The anatomy of a type

Tap an existing type in any list to expand its editor. Every type has the same four parts.

Edit Type form for Campsite showing name field, icon picker grid, color picker row, and a collapsed Attributes (0) section.
Editing the built-in Campsite type. Same form as New type, pre-filled.

Tap Save to commit your changes, or Cancel to bail. The red trash icon next to a type in the list deletes the type itself — existing features keep their data but lose the type definition.

Designing your own fields

The Attributes section is the real power of the Dictionary. Tap Attributes to expand it.

Attributes section expanded, showing 'No fields. Features of this type get the free-form name+comment form.' and an Add field button.
Empty state. The default form is just name + comment — fine for many things, but you can do better.

Tap + Add field to add a custom field.

Single attribute field configuration showing key, label, type dropdown set to Text, Required checkbox, reorder arrows, delete icon, and a hint/placeholder field.
One field. Repeat + Add field for each thing you want to capture.

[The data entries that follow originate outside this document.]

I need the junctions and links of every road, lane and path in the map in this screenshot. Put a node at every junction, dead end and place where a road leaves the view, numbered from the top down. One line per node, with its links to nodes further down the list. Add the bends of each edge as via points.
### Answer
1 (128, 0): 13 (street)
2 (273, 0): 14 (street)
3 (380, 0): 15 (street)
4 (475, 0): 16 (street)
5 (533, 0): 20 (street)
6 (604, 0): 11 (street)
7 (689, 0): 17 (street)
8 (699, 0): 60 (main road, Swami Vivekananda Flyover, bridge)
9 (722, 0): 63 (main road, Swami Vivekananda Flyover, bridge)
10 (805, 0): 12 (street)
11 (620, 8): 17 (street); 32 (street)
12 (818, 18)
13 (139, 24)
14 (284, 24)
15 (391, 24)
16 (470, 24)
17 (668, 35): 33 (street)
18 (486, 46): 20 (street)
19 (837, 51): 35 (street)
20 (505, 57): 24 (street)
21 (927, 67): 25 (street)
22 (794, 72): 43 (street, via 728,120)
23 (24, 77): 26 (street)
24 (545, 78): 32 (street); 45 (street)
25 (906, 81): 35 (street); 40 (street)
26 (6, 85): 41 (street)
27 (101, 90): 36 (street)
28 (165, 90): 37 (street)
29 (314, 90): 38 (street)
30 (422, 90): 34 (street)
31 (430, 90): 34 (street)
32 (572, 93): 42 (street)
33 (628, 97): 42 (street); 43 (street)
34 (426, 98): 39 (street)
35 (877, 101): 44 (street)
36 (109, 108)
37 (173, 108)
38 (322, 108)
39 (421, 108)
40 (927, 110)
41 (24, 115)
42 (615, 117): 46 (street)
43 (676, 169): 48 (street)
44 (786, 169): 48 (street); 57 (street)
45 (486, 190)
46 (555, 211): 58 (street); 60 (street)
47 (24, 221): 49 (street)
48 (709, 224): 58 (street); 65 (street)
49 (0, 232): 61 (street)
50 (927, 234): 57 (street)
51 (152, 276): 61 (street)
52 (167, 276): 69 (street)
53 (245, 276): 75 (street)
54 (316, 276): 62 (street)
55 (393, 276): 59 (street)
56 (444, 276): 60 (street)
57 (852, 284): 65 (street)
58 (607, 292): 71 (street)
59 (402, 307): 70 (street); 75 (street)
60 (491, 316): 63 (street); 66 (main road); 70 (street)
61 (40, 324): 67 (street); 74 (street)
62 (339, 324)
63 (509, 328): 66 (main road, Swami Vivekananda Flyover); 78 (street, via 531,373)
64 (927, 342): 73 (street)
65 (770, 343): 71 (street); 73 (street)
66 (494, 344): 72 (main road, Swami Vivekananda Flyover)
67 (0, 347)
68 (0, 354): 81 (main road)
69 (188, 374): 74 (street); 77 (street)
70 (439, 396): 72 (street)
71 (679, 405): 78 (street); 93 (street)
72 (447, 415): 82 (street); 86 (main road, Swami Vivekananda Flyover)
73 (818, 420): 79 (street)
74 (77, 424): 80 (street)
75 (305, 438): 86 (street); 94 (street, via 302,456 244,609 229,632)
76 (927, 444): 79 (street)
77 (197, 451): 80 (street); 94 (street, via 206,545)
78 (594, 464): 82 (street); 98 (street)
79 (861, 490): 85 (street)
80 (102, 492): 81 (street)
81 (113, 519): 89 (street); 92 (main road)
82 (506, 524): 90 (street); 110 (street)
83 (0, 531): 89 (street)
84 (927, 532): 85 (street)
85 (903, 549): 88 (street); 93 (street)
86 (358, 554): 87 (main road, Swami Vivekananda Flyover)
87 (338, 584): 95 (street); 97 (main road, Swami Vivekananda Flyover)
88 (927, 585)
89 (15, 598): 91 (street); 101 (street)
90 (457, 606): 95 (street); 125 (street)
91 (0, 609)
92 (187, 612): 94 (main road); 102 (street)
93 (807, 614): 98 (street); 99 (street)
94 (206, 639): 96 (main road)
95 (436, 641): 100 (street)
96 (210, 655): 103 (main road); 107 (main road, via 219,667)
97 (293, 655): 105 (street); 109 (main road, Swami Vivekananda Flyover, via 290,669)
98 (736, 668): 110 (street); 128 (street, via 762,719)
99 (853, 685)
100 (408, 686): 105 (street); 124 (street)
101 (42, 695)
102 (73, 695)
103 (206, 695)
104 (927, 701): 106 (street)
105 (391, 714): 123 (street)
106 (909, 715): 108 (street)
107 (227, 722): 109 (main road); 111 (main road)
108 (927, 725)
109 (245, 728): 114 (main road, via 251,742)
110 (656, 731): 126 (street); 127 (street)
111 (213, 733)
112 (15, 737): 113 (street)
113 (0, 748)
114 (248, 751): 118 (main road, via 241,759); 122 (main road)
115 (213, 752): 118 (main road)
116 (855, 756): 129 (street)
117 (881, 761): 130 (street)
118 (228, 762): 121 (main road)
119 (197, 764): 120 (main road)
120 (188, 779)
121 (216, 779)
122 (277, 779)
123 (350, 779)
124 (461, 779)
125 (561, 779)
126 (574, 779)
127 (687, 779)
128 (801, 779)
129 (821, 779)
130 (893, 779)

Each field has these knobs:

FieldWhat it does
keyThe internal name (e.g. waterType). Stored with the feature and used when you export. Use camelCase and no spaces.
LabelThe human-readable name shown in the form (e.g. Water type). Edit freely.
TypeHow the input renders — Text, Number, Boolean (a checkbox), or Select (dropdown).
RequiredIf checked, the user can't save the feature without filling this in.
Hint / placeholderOptional gray helper text inside the input — handy for examples or units ("e.g. spring-fed", "GPM").
↑↓ reorderChange the order fields appear in on the form.
TrashDelete the field from this type. Doesn't affect existing features.

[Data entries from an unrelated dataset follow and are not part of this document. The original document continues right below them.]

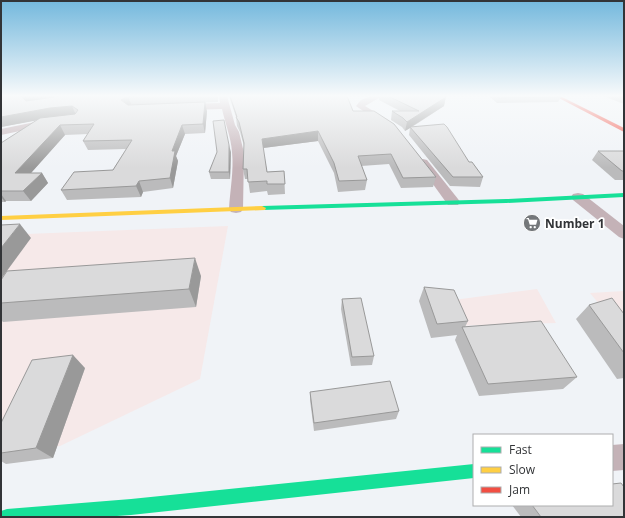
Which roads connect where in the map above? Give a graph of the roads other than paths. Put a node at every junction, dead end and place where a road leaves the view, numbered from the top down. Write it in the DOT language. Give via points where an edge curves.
graph roads {
  1 [pos="62,120"];
  2 [pos="229,120"];
  3 [pos="382,120"];
  4 [pos="605,120"];
  5 [pos="393,127"];
  6 [pos="624,130"];
  7 [pos="1,132"];
  8 [pos="416,153"];
  9 [pos="624,195"];
  10 [pos="578,197"];
  11 [pos="453,202"];
  12 [pos="236,209"];
  13 [pos="1,218"];
  14 [pos="624,234"];
  15 [pos="624,457"];
  16 [pos="613,458"];
  17 [pos="473,471"];
  18 [pos="23,516"];
  19 [pos="7,517"];
  1 -- 7 [label="street"];
  2 -- 12 [label="street" via="238,153"];
  3 -- 5 [label="street"];
  4 -- 6 [label="street"];
  8 -- 11 [label="street"];
  9 -- 10 [label="street"];
  10 -- 11 [label="street"];
  10 -- 14 [label="street"];
  11 -- 12 [label="street"];
  12 -- 13 [label="street"];
  15 -- 16 [label="street"];
  17 -- 18 [label="street"];
  18 -- 19 [label="street"];
}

For Select fields a "Options, comma-separated" input appears so you can list the allowed values.

Design the form for the field, not the database. Field labels are what you see while you're standing in a downpour trying to log a thing. Make them obvious — "Source type" beats src_t, even though src_t is what gets saved.

Creating a brand-new type

Below the list on any tab is the New type form — same fields as Edit, but blank.

  1. Give it a name.
  2. Pick an icon. The first row tends to be the most recognizable.
  3. Pick a color distinct from anything you already have, so it stands out on the map.
  4. (Optional) Expand Attributes and add your custom fields.
  5. Tap + Add to commit. The new type appears in the list and is immediately available in the drawing tools.

What about the Polygon tab?

Polygons work the same way — name, icon, color, attributes — but the starter list is smaller because the use cases are narrower.

Polygon tab with one type: Camp area, using a green tent icon.
Out of the box there's just Camp area. Add your own as needs come up — burn scars, group sites, areas to avoid.

Tips

Edits sync to your account. When you're signed in, your dictionary syncs to your other devices and to the Apple Watch (the watch uses your icon + color to render features). On the watch, your dictionary is what makes one-tap capture possible.
Required fields can be a trap. Marking too many fields Required slows down capture in the field. Reserve it for the one or two things you'll always regret not having later (date, severity) and leave the rest optional.
Deleting a type is safe-ish. The features you've already drawn keep their saved data — they just lose their type. The icon falls back to a generic pin and the custom fields turn into a flat key/value list. So if you want to clean up an unused type, you can.